As someone who supports the idea of paying artists for their work in a way that is fair and equitable both to them as the producer and me as the consumer, I don’t have a problem with DRM. I don’t think it really solves anything (there’s always multiple ways to “unlock” a track), but if it helps the industry feel better about digitally distributing their product, in the end it benefits me as a listener. But rights are rights, and once a song is purchased, be it an mp3 or a hard copy CD, the purchaser needs to be able to take that song to any device or medium they want, even if that requires copying it for multiple locations. It’s one thing to limit the ease with which people illegally share music with one another. It’s another thing to try to step in and dictate how and when the consumer enjoys their purchase. That’s why my ringer is The Fall by Blake Leyh. So stick it to those DRM people, People, and make your whole library into unpaid for ringtones! Go crazy! That is, of course, if you already own it.
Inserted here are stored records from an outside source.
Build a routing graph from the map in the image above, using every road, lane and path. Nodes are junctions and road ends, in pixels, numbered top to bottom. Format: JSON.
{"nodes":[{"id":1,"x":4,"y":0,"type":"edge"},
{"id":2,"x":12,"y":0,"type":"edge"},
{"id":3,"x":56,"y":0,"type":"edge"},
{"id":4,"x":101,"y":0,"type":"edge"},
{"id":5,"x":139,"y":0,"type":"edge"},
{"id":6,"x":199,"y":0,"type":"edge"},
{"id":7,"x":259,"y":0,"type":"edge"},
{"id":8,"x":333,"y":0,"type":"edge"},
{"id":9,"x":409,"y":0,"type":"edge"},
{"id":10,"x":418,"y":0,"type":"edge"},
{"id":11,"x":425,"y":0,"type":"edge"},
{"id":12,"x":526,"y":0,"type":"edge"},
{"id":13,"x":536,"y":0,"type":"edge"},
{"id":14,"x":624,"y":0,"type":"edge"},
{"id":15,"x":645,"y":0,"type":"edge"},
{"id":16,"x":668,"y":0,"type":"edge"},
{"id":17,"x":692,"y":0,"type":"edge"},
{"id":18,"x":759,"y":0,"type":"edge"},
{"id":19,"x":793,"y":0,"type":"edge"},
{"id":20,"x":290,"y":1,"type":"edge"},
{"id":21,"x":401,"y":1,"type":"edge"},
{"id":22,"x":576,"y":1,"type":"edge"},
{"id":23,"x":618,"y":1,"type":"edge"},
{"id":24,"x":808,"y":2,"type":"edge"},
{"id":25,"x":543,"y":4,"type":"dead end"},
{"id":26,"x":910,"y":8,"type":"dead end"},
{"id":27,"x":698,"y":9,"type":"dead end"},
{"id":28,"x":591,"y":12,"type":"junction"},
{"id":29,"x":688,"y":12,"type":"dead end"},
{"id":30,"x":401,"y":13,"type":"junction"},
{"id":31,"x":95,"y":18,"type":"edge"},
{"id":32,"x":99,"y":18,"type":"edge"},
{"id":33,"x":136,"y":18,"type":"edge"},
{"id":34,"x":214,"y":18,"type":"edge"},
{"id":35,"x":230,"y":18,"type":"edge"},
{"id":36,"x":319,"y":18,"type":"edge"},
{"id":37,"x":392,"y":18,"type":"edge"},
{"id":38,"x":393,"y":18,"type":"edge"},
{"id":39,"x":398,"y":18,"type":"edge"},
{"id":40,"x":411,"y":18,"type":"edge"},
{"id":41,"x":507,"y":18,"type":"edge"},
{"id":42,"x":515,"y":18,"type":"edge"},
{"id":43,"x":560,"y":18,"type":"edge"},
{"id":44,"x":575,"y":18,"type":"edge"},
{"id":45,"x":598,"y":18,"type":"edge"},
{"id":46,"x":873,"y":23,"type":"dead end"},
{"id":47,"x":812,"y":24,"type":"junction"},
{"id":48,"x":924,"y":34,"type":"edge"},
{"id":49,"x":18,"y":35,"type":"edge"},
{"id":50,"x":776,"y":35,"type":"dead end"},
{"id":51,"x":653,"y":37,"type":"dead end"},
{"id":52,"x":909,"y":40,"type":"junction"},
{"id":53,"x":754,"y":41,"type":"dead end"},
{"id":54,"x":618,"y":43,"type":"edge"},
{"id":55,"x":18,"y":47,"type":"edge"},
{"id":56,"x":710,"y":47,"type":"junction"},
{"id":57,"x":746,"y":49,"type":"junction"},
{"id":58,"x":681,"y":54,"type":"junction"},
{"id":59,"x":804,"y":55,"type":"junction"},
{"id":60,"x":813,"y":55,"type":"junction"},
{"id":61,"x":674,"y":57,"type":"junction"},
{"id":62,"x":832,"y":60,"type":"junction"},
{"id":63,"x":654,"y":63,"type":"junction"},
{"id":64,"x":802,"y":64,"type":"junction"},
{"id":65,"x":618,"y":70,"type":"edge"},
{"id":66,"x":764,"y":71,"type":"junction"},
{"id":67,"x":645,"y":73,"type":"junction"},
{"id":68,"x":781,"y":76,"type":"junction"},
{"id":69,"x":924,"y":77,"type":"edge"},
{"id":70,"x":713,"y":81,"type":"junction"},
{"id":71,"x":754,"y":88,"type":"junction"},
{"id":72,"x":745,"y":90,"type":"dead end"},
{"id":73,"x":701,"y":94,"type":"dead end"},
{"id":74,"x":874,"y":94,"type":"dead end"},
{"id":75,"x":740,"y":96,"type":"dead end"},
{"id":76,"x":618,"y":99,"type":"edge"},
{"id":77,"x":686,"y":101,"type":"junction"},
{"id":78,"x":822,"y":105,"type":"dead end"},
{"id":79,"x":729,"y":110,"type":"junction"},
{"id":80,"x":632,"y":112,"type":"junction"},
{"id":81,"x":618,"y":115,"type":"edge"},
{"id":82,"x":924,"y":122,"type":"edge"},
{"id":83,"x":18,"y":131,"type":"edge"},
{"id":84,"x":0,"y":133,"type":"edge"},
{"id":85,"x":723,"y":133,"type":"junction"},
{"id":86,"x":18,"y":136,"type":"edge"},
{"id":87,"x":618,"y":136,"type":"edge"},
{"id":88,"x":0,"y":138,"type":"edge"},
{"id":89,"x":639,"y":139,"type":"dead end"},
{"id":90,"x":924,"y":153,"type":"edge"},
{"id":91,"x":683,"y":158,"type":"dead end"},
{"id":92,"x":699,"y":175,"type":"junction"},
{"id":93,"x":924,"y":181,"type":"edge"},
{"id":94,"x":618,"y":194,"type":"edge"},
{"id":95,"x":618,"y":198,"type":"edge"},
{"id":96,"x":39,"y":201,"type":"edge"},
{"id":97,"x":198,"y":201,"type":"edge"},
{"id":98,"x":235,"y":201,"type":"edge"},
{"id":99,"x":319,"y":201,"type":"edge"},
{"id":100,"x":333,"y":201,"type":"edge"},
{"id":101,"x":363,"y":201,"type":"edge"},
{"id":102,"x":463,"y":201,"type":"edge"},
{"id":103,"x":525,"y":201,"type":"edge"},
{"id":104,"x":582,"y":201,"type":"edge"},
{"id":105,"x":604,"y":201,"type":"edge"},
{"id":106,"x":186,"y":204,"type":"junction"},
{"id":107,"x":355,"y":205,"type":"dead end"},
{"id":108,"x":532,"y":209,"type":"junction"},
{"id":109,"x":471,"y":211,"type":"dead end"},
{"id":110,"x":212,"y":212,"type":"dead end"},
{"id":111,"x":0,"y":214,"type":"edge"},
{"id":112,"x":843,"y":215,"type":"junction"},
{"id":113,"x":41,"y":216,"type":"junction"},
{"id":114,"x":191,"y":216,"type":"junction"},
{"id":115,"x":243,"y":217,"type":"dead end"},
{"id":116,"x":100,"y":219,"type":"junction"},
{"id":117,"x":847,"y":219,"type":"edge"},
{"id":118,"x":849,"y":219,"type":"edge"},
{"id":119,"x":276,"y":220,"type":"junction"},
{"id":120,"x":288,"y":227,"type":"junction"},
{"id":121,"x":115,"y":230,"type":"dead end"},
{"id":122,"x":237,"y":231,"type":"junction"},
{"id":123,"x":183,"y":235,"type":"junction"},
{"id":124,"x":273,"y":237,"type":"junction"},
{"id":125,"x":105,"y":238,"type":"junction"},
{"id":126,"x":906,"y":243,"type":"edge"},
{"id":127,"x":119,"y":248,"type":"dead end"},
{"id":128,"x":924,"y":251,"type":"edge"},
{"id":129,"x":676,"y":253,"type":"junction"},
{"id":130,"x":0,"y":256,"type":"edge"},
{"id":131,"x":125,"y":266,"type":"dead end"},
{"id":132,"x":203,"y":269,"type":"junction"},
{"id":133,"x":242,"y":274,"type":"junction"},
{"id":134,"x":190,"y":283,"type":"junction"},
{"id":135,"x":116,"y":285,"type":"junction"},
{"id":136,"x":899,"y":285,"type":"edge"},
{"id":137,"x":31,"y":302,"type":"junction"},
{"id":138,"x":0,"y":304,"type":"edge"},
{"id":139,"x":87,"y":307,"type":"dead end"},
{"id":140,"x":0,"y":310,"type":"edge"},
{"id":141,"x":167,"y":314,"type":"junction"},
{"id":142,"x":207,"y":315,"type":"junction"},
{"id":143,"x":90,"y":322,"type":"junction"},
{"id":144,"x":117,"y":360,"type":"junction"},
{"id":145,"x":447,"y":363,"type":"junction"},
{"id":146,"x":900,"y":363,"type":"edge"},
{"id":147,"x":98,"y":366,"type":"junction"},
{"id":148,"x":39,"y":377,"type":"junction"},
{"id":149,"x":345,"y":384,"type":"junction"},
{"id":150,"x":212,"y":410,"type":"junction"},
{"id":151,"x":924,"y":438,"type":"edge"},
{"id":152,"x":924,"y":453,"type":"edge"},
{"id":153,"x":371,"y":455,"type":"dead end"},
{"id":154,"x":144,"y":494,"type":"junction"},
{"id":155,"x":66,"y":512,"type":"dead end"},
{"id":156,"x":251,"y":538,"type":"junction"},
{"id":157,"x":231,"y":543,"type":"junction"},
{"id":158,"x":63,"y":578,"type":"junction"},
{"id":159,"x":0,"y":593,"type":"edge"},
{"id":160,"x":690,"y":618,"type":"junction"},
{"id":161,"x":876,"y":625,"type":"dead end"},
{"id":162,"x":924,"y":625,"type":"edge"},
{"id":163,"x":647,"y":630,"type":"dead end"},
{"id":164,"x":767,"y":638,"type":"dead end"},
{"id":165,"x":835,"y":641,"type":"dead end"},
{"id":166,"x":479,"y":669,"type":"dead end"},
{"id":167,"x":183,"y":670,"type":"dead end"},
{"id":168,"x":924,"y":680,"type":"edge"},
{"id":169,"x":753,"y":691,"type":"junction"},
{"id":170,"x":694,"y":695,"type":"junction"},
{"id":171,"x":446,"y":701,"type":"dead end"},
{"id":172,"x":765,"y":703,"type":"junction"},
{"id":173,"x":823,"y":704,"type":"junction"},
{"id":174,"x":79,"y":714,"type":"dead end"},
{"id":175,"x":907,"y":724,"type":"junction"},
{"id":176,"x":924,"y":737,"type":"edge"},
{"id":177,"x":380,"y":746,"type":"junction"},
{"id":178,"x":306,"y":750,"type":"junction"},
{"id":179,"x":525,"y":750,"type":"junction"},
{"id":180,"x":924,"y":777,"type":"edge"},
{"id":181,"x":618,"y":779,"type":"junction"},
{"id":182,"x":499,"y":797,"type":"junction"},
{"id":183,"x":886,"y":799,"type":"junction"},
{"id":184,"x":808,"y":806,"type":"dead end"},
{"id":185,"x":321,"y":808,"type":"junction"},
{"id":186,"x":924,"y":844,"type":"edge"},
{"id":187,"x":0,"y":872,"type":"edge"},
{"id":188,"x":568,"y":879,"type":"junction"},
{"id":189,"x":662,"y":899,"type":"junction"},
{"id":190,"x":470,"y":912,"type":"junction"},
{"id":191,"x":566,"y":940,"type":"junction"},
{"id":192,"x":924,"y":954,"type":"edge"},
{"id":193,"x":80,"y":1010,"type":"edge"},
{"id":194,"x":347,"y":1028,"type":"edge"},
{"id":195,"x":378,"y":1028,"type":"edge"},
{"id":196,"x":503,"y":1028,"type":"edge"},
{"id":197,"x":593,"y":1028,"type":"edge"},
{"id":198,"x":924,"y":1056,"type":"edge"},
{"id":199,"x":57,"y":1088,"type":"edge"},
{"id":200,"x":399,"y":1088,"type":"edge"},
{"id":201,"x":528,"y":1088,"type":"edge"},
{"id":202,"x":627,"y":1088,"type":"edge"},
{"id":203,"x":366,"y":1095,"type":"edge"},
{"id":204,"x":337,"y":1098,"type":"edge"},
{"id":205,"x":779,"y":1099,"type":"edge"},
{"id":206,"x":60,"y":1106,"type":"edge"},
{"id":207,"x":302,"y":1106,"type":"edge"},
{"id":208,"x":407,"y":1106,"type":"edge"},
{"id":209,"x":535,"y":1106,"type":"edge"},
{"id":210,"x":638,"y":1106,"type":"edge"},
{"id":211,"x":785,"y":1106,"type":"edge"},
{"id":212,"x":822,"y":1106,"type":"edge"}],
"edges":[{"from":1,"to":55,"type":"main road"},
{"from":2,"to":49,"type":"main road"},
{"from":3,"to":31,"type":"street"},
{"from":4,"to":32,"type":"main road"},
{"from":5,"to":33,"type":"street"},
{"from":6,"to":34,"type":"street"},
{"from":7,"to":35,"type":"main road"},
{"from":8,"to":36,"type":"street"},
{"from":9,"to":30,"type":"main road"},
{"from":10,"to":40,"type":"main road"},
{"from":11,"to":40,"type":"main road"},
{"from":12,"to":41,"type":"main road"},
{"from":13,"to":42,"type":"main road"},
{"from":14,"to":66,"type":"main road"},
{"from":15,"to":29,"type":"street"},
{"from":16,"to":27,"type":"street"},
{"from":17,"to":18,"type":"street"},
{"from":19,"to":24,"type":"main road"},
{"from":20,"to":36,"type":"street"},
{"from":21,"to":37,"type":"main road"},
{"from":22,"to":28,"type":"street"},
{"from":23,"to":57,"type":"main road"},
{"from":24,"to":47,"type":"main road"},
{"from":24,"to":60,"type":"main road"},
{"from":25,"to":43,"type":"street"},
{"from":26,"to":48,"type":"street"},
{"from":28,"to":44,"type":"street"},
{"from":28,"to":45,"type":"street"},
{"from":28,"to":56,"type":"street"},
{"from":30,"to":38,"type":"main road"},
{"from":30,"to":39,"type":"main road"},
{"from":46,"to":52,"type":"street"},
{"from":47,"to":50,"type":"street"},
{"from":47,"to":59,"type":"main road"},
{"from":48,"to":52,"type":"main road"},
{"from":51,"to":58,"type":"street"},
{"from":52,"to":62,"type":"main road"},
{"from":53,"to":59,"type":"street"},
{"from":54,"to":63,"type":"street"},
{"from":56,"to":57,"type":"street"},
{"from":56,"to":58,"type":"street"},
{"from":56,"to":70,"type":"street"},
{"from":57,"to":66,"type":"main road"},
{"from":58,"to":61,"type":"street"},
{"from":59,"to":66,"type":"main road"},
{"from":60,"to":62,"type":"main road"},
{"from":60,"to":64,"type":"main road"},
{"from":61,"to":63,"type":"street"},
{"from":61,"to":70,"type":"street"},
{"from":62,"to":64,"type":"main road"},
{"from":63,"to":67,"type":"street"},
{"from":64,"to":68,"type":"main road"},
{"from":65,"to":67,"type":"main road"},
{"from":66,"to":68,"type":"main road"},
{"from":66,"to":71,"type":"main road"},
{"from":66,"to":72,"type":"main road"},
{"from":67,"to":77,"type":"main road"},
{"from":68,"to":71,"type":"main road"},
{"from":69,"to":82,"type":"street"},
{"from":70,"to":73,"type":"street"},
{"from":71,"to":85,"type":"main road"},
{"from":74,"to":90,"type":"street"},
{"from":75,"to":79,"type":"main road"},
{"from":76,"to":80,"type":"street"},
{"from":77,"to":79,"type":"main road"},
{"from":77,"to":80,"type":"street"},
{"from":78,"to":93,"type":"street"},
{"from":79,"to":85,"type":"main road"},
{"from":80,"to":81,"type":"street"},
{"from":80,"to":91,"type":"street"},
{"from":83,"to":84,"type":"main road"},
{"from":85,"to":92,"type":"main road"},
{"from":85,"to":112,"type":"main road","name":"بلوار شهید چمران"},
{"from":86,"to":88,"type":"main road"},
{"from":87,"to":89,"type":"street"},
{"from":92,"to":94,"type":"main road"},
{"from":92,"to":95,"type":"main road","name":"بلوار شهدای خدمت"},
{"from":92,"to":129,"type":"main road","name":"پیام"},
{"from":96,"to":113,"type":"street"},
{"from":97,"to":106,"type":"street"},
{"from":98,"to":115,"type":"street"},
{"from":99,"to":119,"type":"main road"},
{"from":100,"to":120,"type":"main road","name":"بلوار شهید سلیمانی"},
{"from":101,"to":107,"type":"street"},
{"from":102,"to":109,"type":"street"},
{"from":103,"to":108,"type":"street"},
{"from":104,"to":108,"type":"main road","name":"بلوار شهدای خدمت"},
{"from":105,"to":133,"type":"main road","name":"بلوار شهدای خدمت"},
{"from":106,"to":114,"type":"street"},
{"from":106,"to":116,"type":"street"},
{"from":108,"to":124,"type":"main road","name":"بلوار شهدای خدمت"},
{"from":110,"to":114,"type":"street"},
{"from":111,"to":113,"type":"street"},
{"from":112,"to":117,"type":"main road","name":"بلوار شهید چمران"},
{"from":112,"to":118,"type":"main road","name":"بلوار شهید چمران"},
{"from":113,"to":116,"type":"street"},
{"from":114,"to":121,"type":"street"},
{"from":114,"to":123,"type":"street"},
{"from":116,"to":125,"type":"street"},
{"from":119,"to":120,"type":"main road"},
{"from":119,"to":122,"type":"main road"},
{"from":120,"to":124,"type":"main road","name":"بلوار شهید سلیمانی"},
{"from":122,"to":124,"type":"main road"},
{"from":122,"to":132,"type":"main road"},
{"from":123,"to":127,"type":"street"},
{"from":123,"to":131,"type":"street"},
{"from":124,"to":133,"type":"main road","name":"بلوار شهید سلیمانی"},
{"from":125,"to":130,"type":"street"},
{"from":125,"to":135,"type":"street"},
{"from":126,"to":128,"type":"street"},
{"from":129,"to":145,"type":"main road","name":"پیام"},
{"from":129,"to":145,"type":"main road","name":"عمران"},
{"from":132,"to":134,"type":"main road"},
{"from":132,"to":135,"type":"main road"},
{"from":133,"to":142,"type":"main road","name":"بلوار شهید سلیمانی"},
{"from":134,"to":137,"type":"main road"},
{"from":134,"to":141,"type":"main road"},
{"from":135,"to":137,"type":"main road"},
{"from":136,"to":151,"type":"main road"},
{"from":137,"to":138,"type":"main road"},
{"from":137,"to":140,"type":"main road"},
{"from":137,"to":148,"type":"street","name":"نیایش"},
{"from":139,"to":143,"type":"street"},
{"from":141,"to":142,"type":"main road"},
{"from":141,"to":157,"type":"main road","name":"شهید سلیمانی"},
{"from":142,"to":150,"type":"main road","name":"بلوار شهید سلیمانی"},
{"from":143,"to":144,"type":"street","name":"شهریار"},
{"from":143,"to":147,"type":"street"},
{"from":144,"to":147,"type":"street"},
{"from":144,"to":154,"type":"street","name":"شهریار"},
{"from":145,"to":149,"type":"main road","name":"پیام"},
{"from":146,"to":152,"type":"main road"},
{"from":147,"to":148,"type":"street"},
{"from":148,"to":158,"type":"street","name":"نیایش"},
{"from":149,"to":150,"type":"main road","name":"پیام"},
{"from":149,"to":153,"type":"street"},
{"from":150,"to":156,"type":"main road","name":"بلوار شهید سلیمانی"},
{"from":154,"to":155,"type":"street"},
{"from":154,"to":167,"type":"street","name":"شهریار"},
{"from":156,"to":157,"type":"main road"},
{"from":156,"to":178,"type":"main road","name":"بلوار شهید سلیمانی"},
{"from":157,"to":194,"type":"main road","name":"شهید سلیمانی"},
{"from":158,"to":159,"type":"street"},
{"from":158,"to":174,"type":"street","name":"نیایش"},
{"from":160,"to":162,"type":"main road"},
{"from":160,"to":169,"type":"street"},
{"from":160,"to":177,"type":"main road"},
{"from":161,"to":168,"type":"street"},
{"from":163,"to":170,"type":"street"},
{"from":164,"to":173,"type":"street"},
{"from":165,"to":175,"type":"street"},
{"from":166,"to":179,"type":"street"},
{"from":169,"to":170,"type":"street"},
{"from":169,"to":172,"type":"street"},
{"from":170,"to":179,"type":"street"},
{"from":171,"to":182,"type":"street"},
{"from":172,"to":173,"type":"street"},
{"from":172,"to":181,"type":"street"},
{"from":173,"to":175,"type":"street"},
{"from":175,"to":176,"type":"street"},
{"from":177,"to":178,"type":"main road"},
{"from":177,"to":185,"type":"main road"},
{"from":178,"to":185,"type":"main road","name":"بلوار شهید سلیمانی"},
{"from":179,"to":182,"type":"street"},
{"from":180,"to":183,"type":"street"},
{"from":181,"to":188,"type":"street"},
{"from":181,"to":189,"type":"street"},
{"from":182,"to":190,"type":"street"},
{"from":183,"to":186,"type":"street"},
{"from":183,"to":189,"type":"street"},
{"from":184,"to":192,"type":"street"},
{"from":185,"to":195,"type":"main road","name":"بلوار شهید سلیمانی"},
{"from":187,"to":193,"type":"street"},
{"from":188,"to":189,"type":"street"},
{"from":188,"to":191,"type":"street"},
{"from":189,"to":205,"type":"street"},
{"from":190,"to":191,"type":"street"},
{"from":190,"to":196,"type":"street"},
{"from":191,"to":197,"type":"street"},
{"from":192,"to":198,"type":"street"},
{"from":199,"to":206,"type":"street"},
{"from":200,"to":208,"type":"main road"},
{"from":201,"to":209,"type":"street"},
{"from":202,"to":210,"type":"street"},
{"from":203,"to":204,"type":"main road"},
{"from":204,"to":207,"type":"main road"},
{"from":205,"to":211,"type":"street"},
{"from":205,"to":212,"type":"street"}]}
I have a couple of thoughts in response:
1) Copy protection, in any form, in every industry, has never stopped, and barely slowed, piracy and theft. Microsoft has CD and activation keys on all of its products, music has DRM, video game consoles can’t play burned games, Xboxes even read their game DVDs backwards in an attempt to limit piracy. The only effects that copy protection have EVER had are a) to ease the mind of the content distributors (rarely the creators themselves) and b) to make life harder for genuine, paying customers. When I don’t want to pay for a game, product, or song, I pirate it, and no locking mechanisms can stop me. However when I want to pay for it, I buy it, even when the means to bypass it are available to me.
2) Music sales themselves, in my unsubstantiated opinion, haven’t done that much to benefit musicians historically. While buying a $5 CD from a local show helps the artist more than buying a national artist’s $15 CD, I believe it is actually radio playtime, movie and show placement, concert revenue, and /word of mouth/ that drives the popularity of the musician, and thus their income.
With digital goods, to make myself a copy and not disturb the original does not take away a single penny from the creator – provided that I wouldn’t have bought it otherwise. However, if I like my illegal material, I might buy more content – or tell others about it – thus the content creator’s overall popularity and profit goes up.
To me, DRM represents a mindset of consumerization that probably screws over artists more than it helps them.